To go back to the original case, the plaintiff therein began suit, aided by an attachment against a nonresident defendant. He served his attachment by garnishment of the garnishee bank. The bank answered, and disclosed by its answer that it was not indebted to the defendant, and that it had no funds in its hand's the property of the defendant. Such was the undoubted legal effect of the answers of the garnishee. These answers were never controverted. Such was the condition of the record on October 4th, 1917, when, through the inadvertence of the attorney for the plaintiff (whose good faith is not questioned by respondent herein), he advised the court that the garnishee’s answers admitted liability. Upon such representation, the court signed a prepared order, condemning the property in the hands of the garnishee, and entered judgment against it.

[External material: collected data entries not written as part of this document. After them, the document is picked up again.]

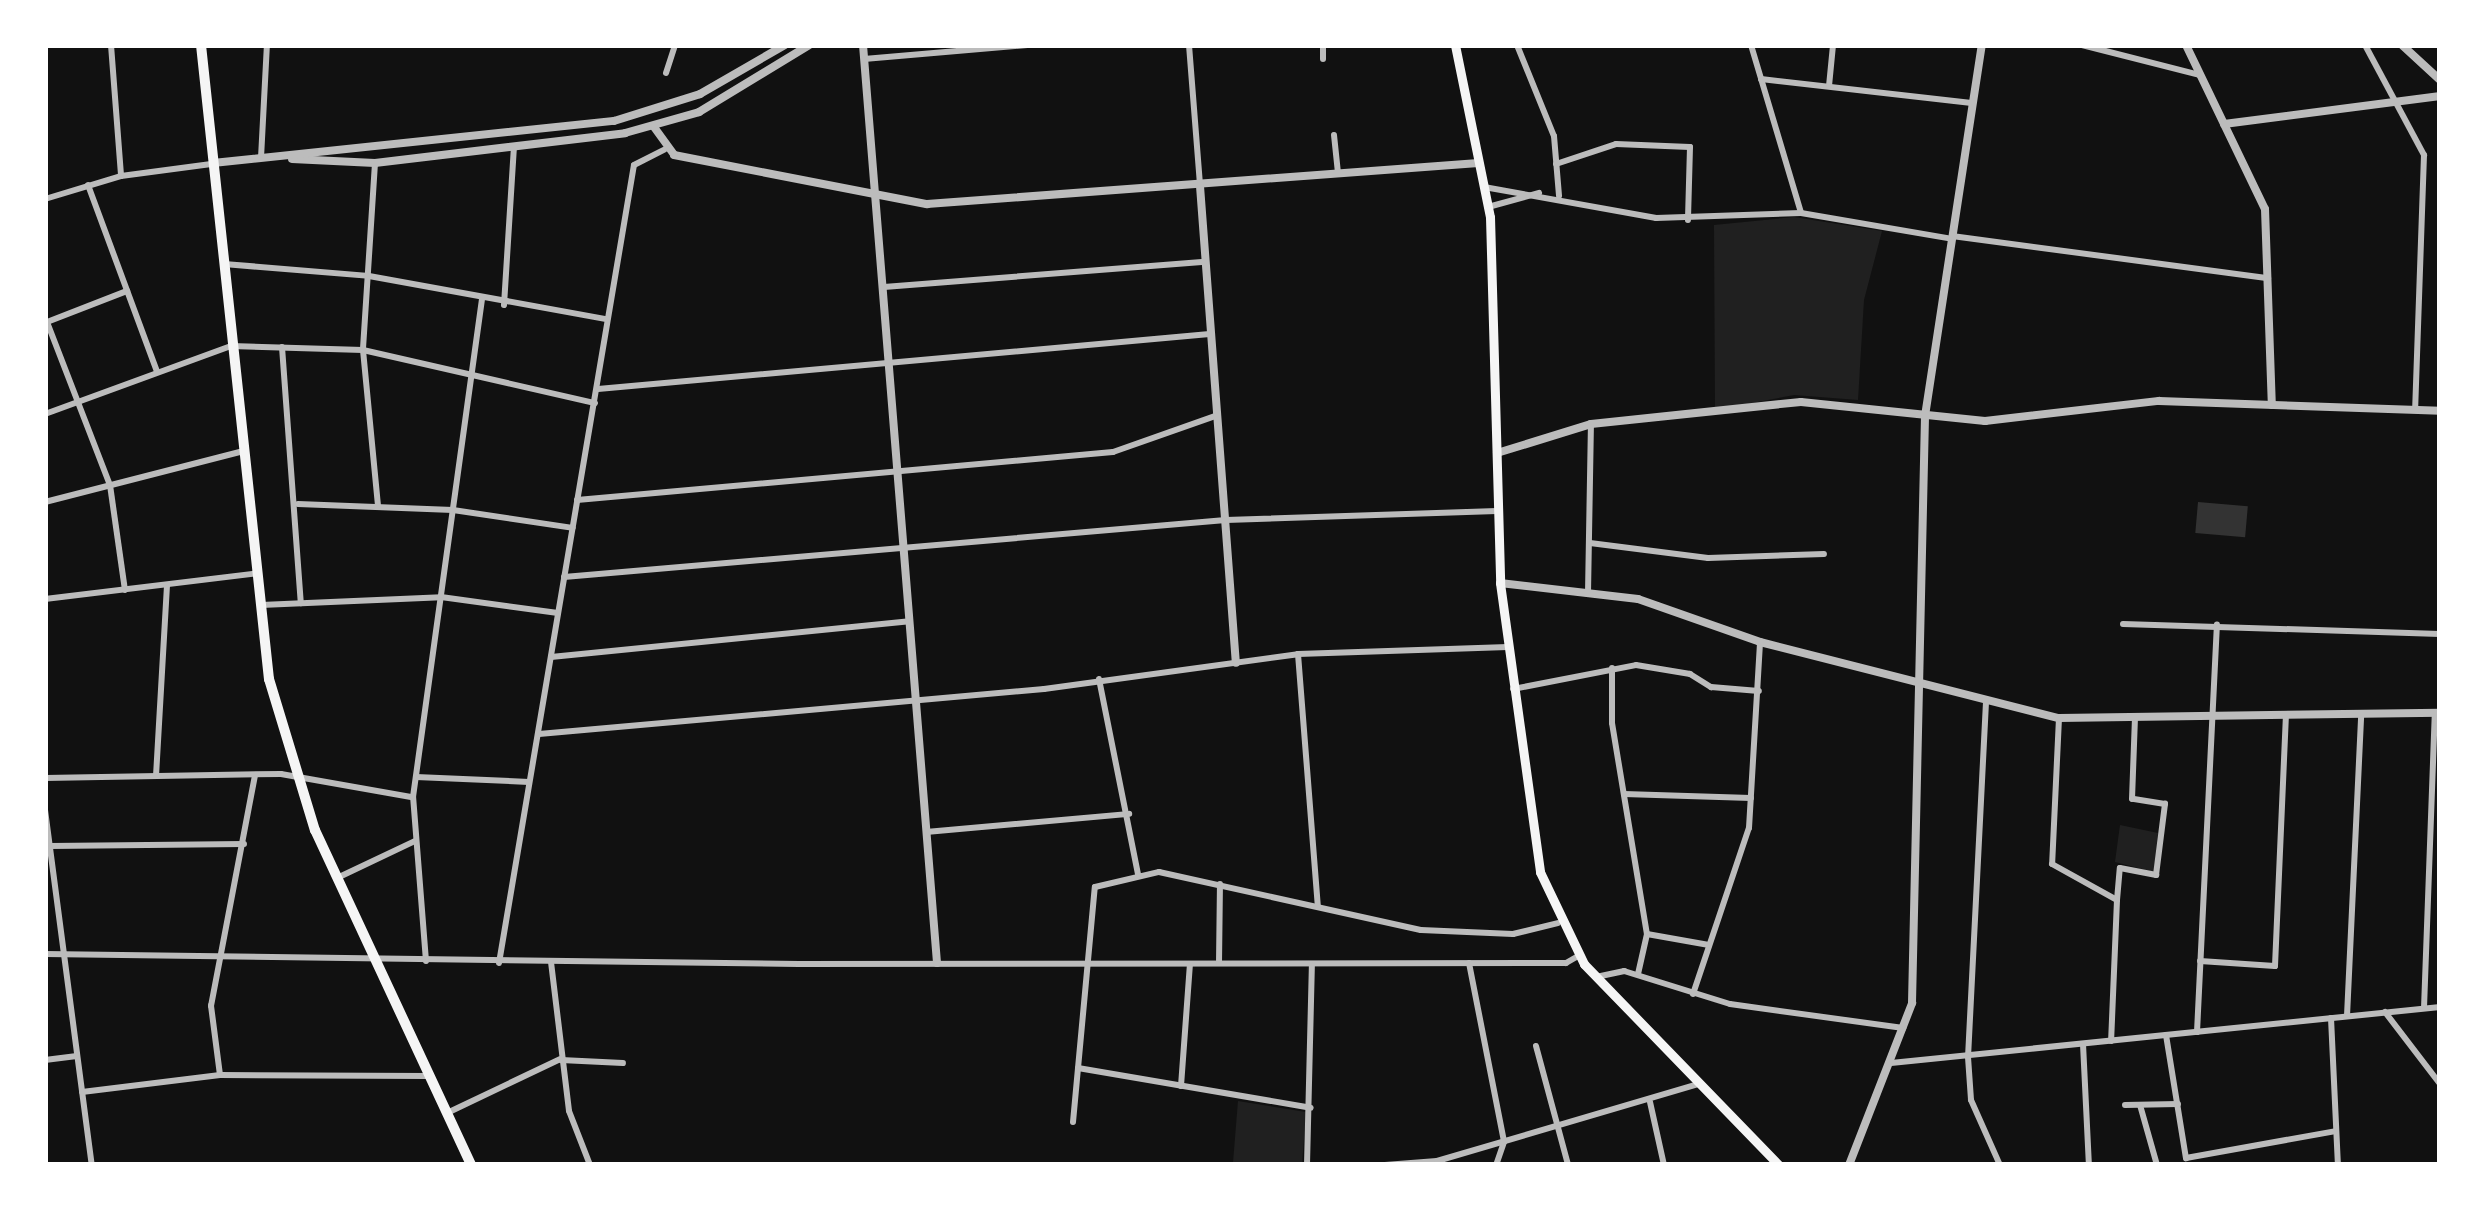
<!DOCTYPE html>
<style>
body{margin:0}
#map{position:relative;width:2485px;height:1210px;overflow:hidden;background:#111;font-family:"DejaVu Sans",sans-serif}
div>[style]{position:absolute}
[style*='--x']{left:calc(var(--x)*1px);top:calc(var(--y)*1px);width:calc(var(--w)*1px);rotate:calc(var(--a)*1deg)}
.green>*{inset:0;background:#202020}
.water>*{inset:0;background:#333;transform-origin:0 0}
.minor>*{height:6px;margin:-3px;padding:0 3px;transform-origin:3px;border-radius:3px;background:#bcbcbc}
.tertiary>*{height:8px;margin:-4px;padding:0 4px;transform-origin:4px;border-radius:4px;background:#bcbcbc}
.secondary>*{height:9px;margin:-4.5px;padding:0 4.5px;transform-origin:4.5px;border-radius:4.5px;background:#f5f5f5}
.trunk>*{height:10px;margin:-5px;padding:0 5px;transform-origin:5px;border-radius:5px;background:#f5f5f5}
span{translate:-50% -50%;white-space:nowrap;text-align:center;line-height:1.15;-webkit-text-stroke:10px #fff;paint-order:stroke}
.frame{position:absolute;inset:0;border:48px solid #fff;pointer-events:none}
</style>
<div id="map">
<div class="green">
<i style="clip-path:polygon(1794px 217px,1882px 231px,1864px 300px,1858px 400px,1794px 395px,1715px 410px,1714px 225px)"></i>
<i style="clip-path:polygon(2120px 825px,2158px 833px,2154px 872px,2115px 862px)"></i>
<i style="clip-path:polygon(1238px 1101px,1306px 1112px,1302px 1165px,1233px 1163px)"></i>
</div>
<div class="water">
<i style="left:2198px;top:502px;width:50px;height:31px;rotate:5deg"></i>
</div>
<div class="minor">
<i style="--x:111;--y:45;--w:131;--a:85.6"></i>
<i style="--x:1189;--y:45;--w:140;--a:85.5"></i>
<i style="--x:1323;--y:45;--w:14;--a:90"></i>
<i style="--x:1517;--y:45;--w:98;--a:67.9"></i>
<i style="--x:1554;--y:136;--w:60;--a:85.2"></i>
<i style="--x:1751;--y:45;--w:175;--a:73.4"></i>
<i style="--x:2082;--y:45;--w:122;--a:14.3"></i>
<i style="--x:2365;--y:45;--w:125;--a:61.8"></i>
<i style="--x:2424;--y:155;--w:255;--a:92"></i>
<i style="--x:864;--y:59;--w:164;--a:-4.9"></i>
<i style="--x:666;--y:73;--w:29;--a:-72"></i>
<i style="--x:1761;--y:79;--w:212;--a:6.5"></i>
<i style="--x:1829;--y:86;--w:41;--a:-84.4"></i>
<i style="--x:1334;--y:135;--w:38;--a:84"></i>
<i style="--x:261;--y:158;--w:113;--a:-87"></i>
<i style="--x:375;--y:163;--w:187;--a:93.7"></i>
<i style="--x:363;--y:350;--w:156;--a:84.5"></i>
<i style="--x:1556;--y:164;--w:63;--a:-18.4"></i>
<i style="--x:1616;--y:144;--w:74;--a:2.3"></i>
<i style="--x:1690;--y:147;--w:73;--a:91.6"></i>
<i style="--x:88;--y:185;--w:199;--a:69.7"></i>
<i style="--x:1484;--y:187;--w:175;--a:10.2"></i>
<i style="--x:1656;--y:218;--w:145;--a:-2"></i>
<i style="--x:1801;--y:213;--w:149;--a:9.7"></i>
<i style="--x:45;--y:199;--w:79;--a:-16.8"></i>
<i style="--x:121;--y:176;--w:91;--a:-7.6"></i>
<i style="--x:1488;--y:207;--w:53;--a:-15.4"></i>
<i style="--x:1952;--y:236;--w:319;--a:7.6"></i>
<i style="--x:224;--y:264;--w:145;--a:4.7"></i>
<i style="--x:369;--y:276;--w:241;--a:10.3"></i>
<i style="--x:884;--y:287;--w:322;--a:-4.5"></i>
<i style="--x:504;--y:305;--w:157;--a:-86.4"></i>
<i style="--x:47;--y:322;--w:175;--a:68.9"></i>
<i style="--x:110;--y:485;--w:106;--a:81.9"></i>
<i style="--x:47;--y:322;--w:86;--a:-21.2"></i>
<i style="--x:282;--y:347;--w:257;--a:85.8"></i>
<i style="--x:598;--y:389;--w:614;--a:-5.14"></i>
<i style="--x:45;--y:414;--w:198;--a:-20.1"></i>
<i style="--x:231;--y:346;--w:132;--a:1.7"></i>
<i style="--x:363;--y:350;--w:238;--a:12.9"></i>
<i style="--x:577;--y:500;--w:538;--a:-5.12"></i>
<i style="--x:1113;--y:452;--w:111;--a:-19.4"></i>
<i style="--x:45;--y:502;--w:201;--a:-14.4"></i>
<i style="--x:298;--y:504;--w:155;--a:2.2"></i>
<i style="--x:453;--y:510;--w:121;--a:8.5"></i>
<i style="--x:1590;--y:543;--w:119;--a:7.2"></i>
<i style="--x:1708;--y:558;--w:116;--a:-2"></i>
<i style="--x:564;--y:577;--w:664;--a:-4.92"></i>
<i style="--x:1226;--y:520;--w:271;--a:-1.9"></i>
<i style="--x:1588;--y:593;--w:169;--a:-89"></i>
<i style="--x:45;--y:599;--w:209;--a:-6.9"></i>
<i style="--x:261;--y:605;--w:180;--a:-2.5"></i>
<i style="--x:441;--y:597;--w:118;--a:7.8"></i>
<i style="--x:2123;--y:624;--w:317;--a:1.8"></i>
<i style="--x:1298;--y:654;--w:253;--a:85.5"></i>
<i style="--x:551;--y:657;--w:360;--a:-5.7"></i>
<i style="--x:1612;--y:668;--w:55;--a:90"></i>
<i style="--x:1612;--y:723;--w:214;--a:80.6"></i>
<i style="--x:1647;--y:934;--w:63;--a:10.1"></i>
<i style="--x:1099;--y:679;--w:200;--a:78.7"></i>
<i style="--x:1513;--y:689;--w:125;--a:-11"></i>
<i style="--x:1636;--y:665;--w:55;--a:9.5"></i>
<i style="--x:1690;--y:674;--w:25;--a:32"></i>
<i style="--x:1711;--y:687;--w:48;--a:4.8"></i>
<i style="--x:1986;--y:702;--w:355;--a:92.9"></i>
<i style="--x:1968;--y:1057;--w:43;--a:86"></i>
<i style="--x:1971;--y:1100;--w:71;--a:66"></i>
<i style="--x:2059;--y:718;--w:146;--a:92.7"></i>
<i style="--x:2052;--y:864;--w:74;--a:29"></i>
<i style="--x:2117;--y:900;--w:141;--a:92.4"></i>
<i style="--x:539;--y:734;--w:507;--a:-5.09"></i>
<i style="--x:1044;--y:689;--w:256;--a:-7.8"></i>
<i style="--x:1298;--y:654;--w:210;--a:-1.9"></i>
<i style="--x:156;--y:776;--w:190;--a:-86.7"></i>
<i style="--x:416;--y:777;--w:113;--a:2.5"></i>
<i style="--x:45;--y:778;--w:236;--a:-1"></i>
<i style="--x:281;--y:774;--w:132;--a:10"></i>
<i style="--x:1624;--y:794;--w:127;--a:1.8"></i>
<i style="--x:45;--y:810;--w:358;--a:82.5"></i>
<i style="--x:926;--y:832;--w:204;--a:-5.1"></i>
<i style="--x:50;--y:846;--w:194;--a:-0.6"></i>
<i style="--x:337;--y:878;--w:86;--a:-25.4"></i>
<i style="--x:2117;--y:900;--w:32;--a:-85"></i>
<i style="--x:2120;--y:868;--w:37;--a:11"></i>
<i style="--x:2156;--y:875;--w:72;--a:-82.8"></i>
<i style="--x:2165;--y:804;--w:33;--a:-171"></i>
<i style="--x:2132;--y:799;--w:81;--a:-87.9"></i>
<i style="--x:45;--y:954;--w:754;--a:0.76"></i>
<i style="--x:799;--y:964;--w:767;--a:-0.07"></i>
<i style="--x:1566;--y:963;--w:14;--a:-30"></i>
<i style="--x:426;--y:961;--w:165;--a:-94.5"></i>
<i style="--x:413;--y:797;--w:503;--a:-82.11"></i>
<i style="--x:2200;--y:961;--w:75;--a:3.8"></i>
<i style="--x:2275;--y:966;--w:249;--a:-87.5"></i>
<i style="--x:551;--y:962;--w:150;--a:83.1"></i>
<i style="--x:569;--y:1111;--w:58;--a:68.7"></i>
<i style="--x:499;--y:963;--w:809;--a:-80.4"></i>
<i style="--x:634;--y:165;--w:34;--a:-27"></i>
<i style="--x:1219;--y:963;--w:79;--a:-89.3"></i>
<i style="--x:1469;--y:963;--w:182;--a:78.9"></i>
<i style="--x:1504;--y:1142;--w:24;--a:109"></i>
<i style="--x:1638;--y:974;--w:41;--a:-77.3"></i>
<i style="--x:1596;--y:977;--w:29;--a:-12"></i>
<i style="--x:1624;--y:971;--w:111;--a:17.3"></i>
<i style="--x:1730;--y:1004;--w:175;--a:7.9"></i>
<i style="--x:1693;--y:994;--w:175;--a:-71.4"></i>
<i style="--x:1749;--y:828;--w:186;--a:-86.6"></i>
<i style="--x:2424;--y:1008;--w:295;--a:-87.9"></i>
<i style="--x:2385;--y:1012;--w:91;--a:52.6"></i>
<i style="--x:2347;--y:1016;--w:300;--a:-87.3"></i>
<i style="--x:2331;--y:1018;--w:147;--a:87.3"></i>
<i style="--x:2197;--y:1032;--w:408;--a:-87.2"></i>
<i style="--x:2166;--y:1035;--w:125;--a:80.8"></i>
<i style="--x:2186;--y:1158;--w:152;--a:-10.2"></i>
<i style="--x:2083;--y:1044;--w:121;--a:87.2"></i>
<i style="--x:1536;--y:1046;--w:123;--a:74.9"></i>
<i style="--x:45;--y:1060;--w:32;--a:-7"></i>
<i style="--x:561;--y:1060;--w:62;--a:2.8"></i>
<i style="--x:1891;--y:1063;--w:552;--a:-5.82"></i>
<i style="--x:1078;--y:1068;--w:236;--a:9.7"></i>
<i style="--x:220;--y:1075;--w:70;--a:-97.4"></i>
<i style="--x:211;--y:1006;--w:235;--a:-79.2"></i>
<i style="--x:1181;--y:1086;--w:122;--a:-85.8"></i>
<i style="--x:82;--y:1092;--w:139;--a:-7"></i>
<i style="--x:220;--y:1075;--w:208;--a:0.3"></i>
<i style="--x:1650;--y:1102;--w:65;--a:77.5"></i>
<i style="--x:2125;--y:1105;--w:53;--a:-1.1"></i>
<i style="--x:2140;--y:1105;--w:62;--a:74.2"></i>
<i style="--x:447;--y:1113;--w:125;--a:-25.5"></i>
<i style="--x:1073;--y:1122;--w:236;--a:-84.7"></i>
<i style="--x:1095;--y:887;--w:66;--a:-13.2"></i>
<i style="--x:1159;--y:872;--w:268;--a:12.5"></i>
<i style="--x:1421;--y:930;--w:92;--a:2.5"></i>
<i style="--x:1513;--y:934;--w:46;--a:-13.7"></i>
<i style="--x:1307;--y:1165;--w:200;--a:-88.6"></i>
<i style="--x:1385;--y:1165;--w:52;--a:-4.4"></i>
<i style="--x:1437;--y:1161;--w:272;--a:-16.4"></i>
</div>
<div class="tertiary">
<i style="--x:863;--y:45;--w:921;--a:85.39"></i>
<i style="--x:2186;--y:45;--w:182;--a:64.3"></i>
<i style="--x:2265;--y:209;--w:196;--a:88"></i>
<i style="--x:2402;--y:45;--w:52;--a:42.6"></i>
<i style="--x:2224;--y:124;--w:218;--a:-7.4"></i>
<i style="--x:654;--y:127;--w:34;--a:54"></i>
<i style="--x:674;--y:155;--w:258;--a:11"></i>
<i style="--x:927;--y:204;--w:553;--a:-4.26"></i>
<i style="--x:292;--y:159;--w:83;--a:2.8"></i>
<i style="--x:375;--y:163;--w:252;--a:-6.8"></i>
<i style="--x:625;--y:133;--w:77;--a:-15.8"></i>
<i style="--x:699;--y:112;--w:129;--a:-31.3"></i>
<i style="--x:213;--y:163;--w:403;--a:-6"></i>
<i style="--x:614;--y:121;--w:90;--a:-17.4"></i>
<i style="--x:700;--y:94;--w:98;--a:-30"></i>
<i style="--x:1200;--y:186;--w:478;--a:85.7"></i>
<i style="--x:1497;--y:453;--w:98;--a:-17.1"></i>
<i style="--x:1591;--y:424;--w:211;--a:-6"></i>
<i style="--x:1801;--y:402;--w:185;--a:5.9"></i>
<i style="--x:1985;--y:421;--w:175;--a:-6.6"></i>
<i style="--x:2159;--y:401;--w:281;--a:2"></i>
<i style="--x:1500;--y:583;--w:139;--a:6.6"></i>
<i style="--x:1638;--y:599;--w:129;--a:19.4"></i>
<i style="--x:1760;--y:642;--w:309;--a:14.3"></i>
<i style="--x:2059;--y:718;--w:381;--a:-0.8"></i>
<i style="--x:1849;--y:1165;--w:174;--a:-68.7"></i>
<i style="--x:1912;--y:1003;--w:587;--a:-88.73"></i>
<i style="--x:1925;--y:416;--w:375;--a:-81.3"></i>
</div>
<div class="secondary">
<i style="--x:1455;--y:45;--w:176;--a:78.5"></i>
<i style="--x:1490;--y:217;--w:366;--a:88.4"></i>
<i style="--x:1500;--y:583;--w:292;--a:82.1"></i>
<i style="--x:1540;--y:872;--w:102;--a:64.4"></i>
<i style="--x:1584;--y:964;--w:280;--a:45.9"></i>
</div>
<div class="trunk">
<i style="--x:201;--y:45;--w:638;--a:83.88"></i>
<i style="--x:269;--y:679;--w:158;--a:73.1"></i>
<i style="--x:315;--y:830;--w:370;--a:65"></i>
</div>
<div class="frame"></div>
</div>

The point now urged by the petitioner is that the motion of the garnishee, filed January 14, 1918, came too late, and that the court had no jurisdiction to entertain it. It is said that, under the provisions of Section 4093 of the Code, the motion should have been filed on or before the second day of the succeeding term of the court. It is not denied that a petition might have been filed at any time within one year. We deem it not very material, in this particular case, whether the application of the garnishee shall *1067be deemed a motion or a petition. Notwithstanding the appellation of motion, applied to it by the garnishee, it contained all the necessary allegations of a petition; and these allegations were proved by evidence produced at the hearing thereon.

Furthermore, Chapter 75 of the Acts of the Thirty-seventh General Assembly, relating to practice in municipal courts, provides:

“Section 1. * * * that within one year from the rendition of final judgment proceedings may be brought to reverse, vacate or modify the same, as provided in Chapter 1, Title XX, of the Code, for vacating or modifying final judgment or order of the district court.”

Chapter 1, Title XX, of the Code includes Section 4093, which is as follows:

“Proceedings to correct mistakes or omissions of the clerk, or irregularity in obtaining judgment or order, shall be by motion served on the adverse party or his attorney, and within one year; if made to vacate a judgment or order because of irregularity in obtaining it, such motion must be made on or before the second day of the succeeding term.”

It will be noted by this section that proceedings to correct or vacate a judgment for irregularity in obtaining the same “shall be by motion.” This motion must be filed “within one year,” with the exception that, “if made to vacate,” the motion must be made on or before the second day of the succeeding term. It is urged by the respondent that the exception last stated can have no application to practice in the municipal court, because it is a continuing court, and has no terms. We think the point is well made. This is emphasized by the fact that, though Chapter 75 of the Acts of the Thirty-seventh General Assembly makes Section 4093 a part thereof, by reference, yet it expressly provides, as above quoted, that, “within one year from the *1068rendition of final judgment, proceedings may be brought to reverse, vacate or modify.” It necessarily follows that the only limitation of time applicable to the municipal court is “within one year.” The motion of the garnishee was, therefore, in time.

2. Garnishment: judgment without jurisdiction. If further reason in support of the order of the court were necessary, it ihay be found in the fact that the judgment entered against the garnishee on October 4, 1917, was wholly without jurisdiction. The court had no personal jurisdiction of the defendant. The action was wholly in rem. Only jurisdiction in rem could be obtained, in any event. In the absence of a res, there could be no jurisdiction even in rem. The answer of the garnishee disclosed no indebtedness to the attachment defendant. There was nothing, therefore, to which jurisdiction could attach. The judgment against the garnishee was entered without notice, either to the defendant or to the garnishee. Where a purported judgment has been entered wholly without jurisdiction, statutory formalities are not essential to an attack upon it. It is subject to attack, either direct or collateral, at any time. In such a case, the court upon whose records such a void judgment has been entered, has the inherent power, upon a proper showing, to purge its record. The writ of certiorari will be dismissed. The order of the court below will be — Affirmed.

Preston, C. J., Ladd and Salinger, JJ., concur.